Eisenwerk Brühl: Solaranlage jetzt in Betrieb

Das Eisenwerk Brühl hat gemeinsam mit NRW- Wirtschaftsministerin Mona Neubaur am 17. Juli eine der größten Photovoltaikanlagen in NRW eingeweiht. Der damit erzeugte Solarstrom soll direkt im Werk genutzt werden - unter anderem für die Schmelzöfen.

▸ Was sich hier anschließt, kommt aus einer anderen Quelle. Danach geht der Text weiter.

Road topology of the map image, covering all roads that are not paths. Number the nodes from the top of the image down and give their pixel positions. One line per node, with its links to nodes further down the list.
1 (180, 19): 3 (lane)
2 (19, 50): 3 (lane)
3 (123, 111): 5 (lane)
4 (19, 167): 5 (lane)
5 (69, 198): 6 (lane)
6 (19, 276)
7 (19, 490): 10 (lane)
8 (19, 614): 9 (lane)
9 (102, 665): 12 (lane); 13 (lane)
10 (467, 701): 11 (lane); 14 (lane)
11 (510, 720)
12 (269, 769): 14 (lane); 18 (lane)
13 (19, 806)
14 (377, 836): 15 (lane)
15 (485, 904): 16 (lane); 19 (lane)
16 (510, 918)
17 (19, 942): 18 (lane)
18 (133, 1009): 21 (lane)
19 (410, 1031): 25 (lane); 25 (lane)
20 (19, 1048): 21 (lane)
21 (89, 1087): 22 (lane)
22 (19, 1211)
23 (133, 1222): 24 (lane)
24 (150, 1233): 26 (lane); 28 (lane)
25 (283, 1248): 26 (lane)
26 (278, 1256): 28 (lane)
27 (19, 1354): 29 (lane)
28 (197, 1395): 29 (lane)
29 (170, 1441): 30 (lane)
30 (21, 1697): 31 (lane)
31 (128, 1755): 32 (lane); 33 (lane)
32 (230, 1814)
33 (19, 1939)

Mit einer Leistung von rund 7 Megawattpeak erstreckt sich die Anlage nun auf dem Betriebsgelände und den angrenzenden Parkplätzen der Gießerei. Der Ertrag von den insgesamt 5 Hektar Fläche soll bis zu 7 Prozent des eigenen Strombedarfs decken. Was zunächst nicht viel klingt, entfaltet jedoch unter anderem durch die Abdeckung von Lastspitzen einen enormen ökonomischen Hebel. „Wir produzieren echten Ökostrom und setzen damit ein Zeichen für unsere Mitarbeiter, Kunden und Umgebung“, so Jörg Brotzki, Mitglied der Geschäftsführung des Eisenwerks Brühl.

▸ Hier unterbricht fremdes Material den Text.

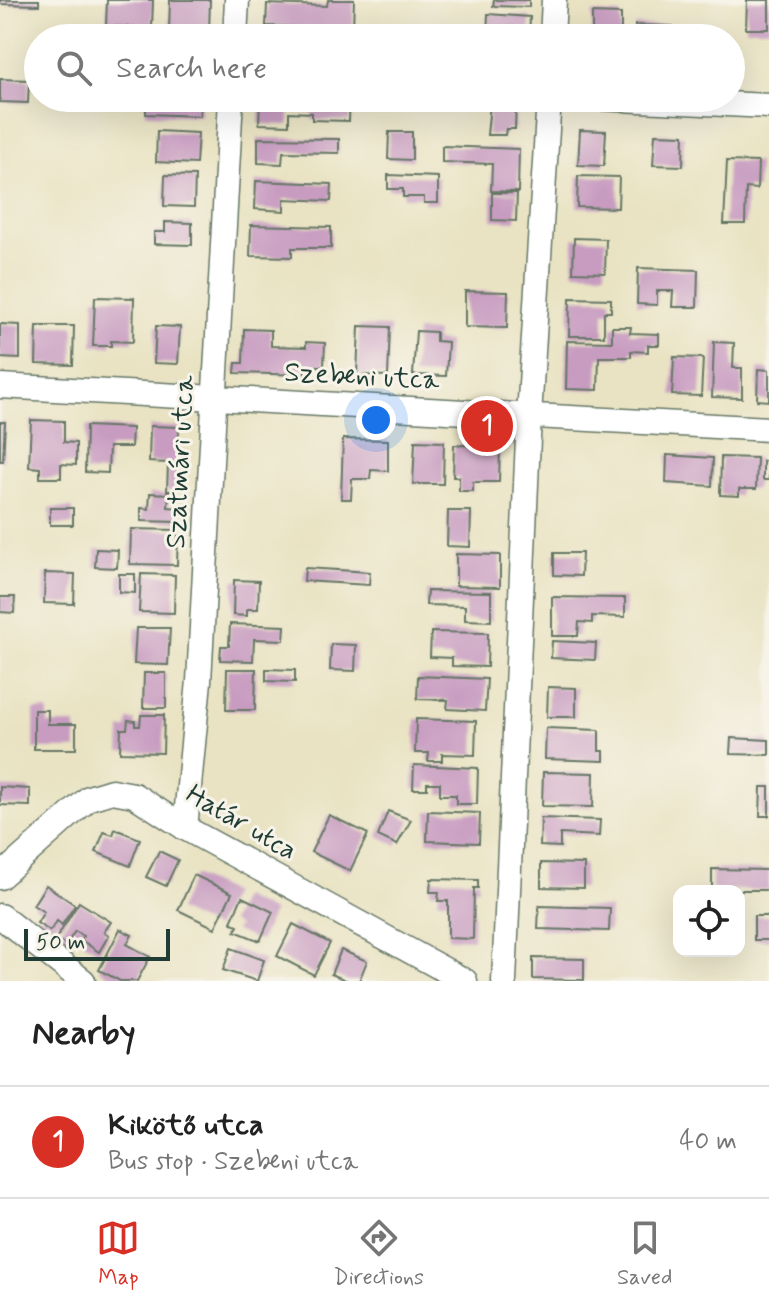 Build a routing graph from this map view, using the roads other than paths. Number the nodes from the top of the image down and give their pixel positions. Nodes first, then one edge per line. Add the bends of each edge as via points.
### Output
1 (237, 0) edge
2 (554, 0) edge
3 (236, 24) edge
4 (553, 24) edge
5 (745, 105) edge
6 (769, 106) edge
7 (230, 112) edge
8 (548, 112) edge
9 (0, 386) edge
10 (215, 398) junction
11 (529, 416) junction
12 (769, 429) edge
13 (185, 828) junction
14 (0, 877) edge
15 (0, 916) edge
16 (83, 981) edge
17 (465, 981) edge
18 (504, 981) edge

1 - 3 street
2 - 4 street
5 - 6 street
7 - 10 street, Szatmári utca
8 - 11 street
9 - 10 street, Szebeni utca
10 - 11 street, Szebeni utca
10 - 13 street, Szatmári utca
11 - 12 street, Szebeni utca
11 - 18 street
13 - 14 street, Határ utca via 134,795 112,791 79,805
13 - 17 street, Határ utca
15 - 16 street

Das im Strukturwandel befindliche Rheinische Revier, in dem das Eisenwerk Brühl ein wichtiger Arbeitsgeber ist, erreicht sein Ziel beim Ausbau Erneuerbarer Energie voraussichtlich deutlich schneller als geplant. Schon Anfang 2027 könnte die im sogenannten Gigawattpakt bis 2028 vorgesehene Leistung von fünf Gigawatt in Betrieb sein, teilt das NRW-Wirtschaftsministerium mit. „Erneuerbare sind für Unternehmen im Rheinischen Revier längst Standortvorteil: sichere Energie zu planbaren Kosten. Das schafft Investitionen, Wertschöpfung und Jobs – und gibt der ganzen Region Auftrieb“, erklärt NRW-Wirtschaftsministerin Mona Neubaur, die bei der Einweihung in Brühl zu Gast war.   

Der Gigawattpakt ist ein Bündnis aus Kommunen, Kreisen, Unternehmen der Energiewirtschaft, Projektentwicklern sowie dem Land NRW. Gemeinsam verfolgen die Partner das Ziel, den Ausbau der Erneuerbaren Energien im Rheinischen Revier deutlich zu beschleunigen. Bund und Land unterstützen die Transformation der Region mit bis zu 14,8 Milliarden Euro.